FIG. 3 illustrates a representative operating method 300 for the system 100 (and other systems/embodiments of the invention). The method 300 may start at 310 such as with performing the method 200 of FIG. 2 including selecting one or more object recognition tools, installing them on or providing access to such tools/applications from a ride control system, selecting and providing visual or image data capture equipment, and choosing portions of a ride/attraction/show to use object recognition as well as for which parts of the show elements (e.g., only one robot in a group of robots may be operated with object recognition or a subset of robotic figures may be so operated). At step 320, a set of search objects 136 is defined for each or sets of the show elements. Note, differing search objects 136 may be assigned to or associated with differing show elements or these may be shared or overlap (e.g., all show elements on a ride that are triggered based on object recognition may respond to a particular hat purchased at the park, react to a badge/pin/jewelry, and so on or one show element may react to a pin/badge while another reacts to blue clothing, with the variations being too numerous to define here in detail).
At step 324, a set of scripted actions, motion profiles, and/or show segments are retrieved and/or otherwise defined for use in a ride, show, or entertainment attraction. For example, a motion profile and audio track 138 for a robotic character 174 may be defined that causes the character to dance and sing, with an audio track 178 associated with the song such that the character 174 may lip sync the song. In another case, a show segment may cause a robot band to play a song such as a birthday-related song by defining an audio track 178 to be played by audio system 176, a lighting routine 186 to cause visual effect system 180 to operate lights 182, and a set of robotic figures/objects 174 to play the band members based on motion profiles 138. At step 330, for each search object chosen in step 324, one or more of the actions/routines defined in step 324 is assigned and the combination or pairing of the search object 136 and action/routine 138 is assigned to one or more of the show elements 174, 176, 180 in the show equipment system 170.

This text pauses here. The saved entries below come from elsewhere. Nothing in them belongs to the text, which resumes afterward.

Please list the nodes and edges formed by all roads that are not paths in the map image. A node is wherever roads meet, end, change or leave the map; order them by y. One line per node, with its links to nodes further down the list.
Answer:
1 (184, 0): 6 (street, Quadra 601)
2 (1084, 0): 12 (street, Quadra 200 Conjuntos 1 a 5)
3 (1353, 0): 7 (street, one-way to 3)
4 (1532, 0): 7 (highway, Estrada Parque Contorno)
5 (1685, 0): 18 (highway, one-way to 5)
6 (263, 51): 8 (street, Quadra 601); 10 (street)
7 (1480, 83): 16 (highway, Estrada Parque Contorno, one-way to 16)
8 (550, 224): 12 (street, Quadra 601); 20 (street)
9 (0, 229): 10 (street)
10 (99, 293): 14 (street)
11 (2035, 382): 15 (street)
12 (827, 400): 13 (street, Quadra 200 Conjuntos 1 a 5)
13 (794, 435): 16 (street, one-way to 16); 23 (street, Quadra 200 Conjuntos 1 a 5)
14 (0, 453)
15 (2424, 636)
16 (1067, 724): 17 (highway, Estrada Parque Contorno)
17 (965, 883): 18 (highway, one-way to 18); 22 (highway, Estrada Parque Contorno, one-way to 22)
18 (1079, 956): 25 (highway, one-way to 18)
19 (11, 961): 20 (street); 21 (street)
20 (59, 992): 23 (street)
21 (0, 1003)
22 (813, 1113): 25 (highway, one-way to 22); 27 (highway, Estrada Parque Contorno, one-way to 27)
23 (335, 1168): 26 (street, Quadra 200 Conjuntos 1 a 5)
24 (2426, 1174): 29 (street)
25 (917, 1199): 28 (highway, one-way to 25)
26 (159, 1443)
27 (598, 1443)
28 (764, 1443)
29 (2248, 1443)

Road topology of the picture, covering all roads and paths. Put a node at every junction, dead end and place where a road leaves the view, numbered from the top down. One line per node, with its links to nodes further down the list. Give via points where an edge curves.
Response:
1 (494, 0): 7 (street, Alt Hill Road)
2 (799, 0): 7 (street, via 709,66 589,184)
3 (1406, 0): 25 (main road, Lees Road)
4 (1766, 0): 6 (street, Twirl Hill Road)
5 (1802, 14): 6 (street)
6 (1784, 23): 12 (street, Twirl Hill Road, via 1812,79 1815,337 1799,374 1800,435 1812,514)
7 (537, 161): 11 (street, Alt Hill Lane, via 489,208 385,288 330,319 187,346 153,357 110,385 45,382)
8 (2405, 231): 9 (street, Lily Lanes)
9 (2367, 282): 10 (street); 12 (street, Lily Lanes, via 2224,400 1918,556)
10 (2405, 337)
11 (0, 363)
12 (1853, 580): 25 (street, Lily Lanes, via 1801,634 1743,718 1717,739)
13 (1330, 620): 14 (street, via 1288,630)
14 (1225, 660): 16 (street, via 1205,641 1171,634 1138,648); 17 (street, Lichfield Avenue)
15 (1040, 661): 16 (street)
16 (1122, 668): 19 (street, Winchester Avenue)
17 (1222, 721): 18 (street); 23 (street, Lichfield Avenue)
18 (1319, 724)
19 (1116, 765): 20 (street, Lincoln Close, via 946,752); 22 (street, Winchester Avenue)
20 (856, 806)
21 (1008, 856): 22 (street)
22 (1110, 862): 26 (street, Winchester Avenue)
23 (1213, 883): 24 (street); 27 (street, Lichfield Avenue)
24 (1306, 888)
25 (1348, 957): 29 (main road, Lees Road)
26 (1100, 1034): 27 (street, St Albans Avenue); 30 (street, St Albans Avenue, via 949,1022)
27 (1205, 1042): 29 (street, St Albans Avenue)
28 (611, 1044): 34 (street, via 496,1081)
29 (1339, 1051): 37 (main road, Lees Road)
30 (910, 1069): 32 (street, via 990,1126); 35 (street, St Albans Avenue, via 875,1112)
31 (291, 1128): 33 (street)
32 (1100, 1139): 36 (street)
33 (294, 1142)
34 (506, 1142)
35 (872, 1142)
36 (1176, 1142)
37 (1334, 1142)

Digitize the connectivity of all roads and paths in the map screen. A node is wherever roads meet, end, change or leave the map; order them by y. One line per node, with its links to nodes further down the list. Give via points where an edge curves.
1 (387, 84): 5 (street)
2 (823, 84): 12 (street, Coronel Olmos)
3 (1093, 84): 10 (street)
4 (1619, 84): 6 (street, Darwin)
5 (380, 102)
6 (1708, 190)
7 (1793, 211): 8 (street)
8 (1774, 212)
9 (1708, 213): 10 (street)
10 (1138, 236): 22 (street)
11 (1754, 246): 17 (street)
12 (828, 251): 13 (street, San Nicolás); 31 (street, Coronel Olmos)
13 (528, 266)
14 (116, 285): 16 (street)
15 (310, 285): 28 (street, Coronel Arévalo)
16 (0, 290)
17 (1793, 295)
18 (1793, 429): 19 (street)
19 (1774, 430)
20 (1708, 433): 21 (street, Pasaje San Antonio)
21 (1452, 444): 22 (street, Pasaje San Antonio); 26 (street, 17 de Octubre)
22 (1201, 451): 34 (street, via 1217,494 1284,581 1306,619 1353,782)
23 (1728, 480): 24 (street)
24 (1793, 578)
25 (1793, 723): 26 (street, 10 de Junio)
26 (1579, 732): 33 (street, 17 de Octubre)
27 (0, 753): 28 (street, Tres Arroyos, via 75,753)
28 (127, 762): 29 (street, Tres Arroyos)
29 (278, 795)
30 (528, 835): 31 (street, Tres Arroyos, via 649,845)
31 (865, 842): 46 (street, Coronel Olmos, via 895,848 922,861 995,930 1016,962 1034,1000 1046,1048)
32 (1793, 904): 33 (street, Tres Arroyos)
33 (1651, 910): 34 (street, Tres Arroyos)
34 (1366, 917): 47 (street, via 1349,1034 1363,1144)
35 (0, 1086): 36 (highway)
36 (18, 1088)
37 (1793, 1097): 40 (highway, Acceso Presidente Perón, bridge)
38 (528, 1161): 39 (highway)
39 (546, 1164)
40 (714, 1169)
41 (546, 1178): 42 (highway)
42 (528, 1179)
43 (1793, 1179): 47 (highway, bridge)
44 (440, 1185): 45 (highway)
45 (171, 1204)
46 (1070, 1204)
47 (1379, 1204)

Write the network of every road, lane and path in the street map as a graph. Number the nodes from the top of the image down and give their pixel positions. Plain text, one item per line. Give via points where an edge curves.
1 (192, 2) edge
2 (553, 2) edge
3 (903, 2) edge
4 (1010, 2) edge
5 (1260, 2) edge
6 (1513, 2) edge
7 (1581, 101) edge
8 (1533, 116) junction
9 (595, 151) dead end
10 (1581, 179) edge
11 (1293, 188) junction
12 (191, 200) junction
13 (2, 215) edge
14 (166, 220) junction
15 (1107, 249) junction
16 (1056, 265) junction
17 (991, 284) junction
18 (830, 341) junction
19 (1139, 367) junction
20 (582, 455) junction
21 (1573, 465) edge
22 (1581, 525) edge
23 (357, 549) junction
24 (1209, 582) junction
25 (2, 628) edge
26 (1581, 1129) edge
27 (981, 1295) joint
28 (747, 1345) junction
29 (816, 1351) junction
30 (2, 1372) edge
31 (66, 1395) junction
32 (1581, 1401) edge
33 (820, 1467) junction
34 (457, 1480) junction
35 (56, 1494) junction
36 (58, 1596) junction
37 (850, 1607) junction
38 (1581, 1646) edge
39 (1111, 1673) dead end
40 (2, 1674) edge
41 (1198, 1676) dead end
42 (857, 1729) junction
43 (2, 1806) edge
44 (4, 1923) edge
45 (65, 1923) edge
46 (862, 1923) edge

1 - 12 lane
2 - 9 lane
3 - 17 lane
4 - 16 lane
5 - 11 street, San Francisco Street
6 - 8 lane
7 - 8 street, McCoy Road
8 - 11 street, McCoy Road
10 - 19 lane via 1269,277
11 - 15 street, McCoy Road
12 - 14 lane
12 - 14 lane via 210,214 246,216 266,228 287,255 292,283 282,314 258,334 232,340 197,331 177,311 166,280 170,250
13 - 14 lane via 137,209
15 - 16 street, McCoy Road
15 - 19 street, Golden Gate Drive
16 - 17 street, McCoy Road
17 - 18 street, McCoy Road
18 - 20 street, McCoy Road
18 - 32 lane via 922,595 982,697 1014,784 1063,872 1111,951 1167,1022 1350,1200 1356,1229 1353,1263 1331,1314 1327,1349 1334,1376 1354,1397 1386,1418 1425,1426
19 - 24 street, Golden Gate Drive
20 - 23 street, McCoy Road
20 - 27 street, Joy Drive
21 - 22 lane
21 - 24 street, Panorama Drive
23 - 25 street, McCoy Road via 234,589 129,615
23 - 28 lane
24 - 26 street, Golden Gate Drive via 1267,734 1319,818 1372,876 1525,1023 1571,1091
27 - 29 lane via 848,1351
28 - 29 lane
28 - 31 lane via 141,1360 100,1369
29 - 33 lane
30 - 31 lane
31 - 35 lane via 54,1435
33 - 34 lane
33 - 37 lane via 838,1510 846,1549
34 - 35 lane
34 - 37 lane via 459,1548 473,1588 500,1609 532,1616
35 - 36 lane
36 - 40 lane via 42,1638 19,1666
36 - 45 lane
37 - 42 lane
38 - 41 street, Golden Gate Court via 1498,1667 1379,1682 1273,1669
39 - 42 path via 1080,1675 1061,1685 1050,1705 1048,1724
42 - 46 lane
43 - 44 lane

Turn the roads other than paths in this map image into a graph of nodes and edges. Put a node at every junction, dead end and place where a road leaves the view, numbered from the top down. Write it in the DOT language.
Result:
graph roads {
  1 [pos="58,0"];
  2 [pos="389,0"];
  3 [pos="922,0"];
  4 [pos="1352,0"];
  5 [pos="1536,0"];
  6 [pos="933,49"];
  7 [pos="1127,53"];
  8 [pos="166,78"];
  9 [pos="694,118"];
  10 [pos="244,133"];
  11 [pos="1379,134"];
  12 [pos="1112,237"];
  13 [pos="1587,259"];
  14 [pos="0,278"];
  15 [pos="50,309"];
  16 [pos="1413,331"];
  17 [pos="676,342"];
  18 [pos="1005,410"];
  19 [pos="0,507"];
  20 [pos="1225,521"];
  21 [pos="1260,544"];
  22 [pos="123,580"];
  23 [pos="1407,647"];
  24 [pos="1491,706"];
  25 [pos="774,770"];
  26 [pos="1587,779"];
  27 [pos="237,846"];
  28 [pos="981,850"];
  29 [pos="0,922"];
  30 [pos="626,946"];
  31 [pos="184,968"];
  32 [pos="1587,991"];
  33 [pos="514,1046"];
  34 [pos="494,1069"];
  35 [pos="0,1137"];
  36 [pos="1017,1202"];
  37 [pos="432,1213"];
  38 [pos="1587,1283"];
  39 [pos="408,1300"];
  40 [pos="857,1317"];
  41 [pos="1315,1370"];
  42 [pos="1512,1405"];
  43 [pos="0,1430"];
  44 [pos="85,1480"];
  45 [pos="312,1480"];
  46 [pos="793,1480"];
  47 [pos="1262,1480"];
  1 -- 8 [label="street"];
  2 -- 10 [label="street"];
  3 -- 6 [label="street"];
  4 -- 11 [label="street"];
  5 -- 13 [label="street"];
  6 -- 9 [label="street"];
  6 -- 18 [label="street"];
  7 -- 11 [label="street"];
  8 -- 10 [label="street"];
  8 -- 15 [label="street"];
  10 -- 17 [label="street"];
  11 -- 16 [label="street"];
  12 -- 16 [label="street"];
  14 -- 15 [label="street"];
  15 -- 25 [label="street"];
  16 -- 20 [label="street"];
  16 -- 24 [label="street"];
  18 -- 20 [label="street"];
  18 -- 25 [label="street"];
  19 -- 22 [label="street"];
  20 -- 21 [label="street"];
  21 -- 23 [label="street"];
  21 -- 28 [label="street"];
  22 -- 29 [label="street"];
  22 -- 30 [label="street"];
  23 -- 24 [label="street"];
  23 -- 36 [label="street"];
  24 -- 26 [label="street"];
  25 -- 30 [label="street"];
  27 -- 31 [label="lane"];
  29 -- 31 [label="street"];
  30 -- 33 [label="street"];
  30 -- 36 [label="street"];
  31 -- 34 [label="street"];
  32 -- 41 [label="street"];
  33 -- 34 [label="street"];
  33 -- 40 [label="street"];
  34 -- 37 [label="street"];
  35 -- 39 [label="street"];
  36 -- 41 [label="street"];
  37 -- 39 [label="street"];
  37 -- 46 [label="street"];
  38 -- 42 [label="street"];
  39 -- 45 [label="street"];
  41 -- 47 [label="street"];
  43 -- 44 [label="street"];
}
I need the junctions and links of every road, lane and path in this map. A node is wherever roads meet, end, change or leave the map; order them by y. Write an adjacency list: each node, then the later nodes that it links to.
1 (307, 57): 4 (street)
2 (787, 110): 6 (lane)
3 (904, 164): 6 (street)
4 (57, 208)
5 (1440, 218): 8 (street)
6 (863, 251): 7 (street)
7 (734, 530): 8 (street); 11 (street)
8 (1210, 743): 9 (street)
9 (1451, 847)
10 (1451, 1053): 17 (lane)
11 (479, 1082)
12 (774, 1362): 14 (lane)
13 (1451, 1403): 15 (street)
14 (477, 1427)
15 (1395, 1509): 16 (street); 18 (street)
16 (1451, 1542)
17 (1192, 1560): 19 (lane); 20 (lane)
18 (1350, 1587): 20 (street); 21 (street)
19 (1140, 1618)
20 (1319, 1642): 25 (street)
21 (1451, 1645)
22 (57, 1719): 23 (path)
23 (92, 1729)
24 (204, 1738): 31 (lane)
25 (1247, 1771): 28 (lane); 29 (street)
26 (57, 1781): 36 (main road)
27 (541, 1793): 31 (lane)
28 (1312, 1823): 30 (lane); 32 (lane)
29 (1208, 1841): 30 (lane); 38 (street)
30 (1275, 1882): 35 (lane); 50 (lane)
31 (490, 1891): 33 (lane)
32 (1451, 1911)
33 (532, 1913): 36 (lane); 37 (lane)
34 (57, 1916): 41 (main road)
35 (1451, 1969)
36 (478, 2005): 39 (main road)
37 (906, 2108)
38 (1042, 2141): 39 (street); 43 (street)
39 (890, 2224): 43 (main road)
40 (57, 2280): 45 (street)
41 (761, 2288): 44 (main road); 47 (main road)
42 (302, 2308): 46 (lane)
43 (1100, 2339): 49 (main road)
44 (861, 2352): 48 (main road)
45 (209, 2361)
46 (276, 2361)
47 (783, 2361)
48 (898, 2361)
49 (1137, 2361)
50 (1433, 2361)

At step 340, one or more cameras (or other image capture devices) 142 are positioned in or near the targeted show area such as near a show portion of a ride or attraction, hidden from view near a waiting area or attraction queue area, along a path in a park, and the like. Two or more cameras 142 may be used in applications where it is difficult for one camera or location to be used to capture image data 160 for riders 156 in a vehicle 154 or group of people in a line. At step 350, the image stream or data 146 from the one or more cameras 142 is transmitted to or provided to an object recognition module 120 for processing with recognition mechanisms 124, 126. At 354, the method 300 continues with determining whether an image was recognized in the digital image data, e.g., whether one of the search objects 136 for the ride/attraction passing by one of the cameras 142 and in a position that allows it to be visually recognized (e.g., the method 300 typically requires at least a partially clear/direct line of sight or vision between one or more of the cameras 142 and the object). If not, the method 300 continues at 350 with the recognition mechanisms 124, 126 attempting to identify the search objects 136 in the vehicle 154 and/or in a targeted show/attraction area.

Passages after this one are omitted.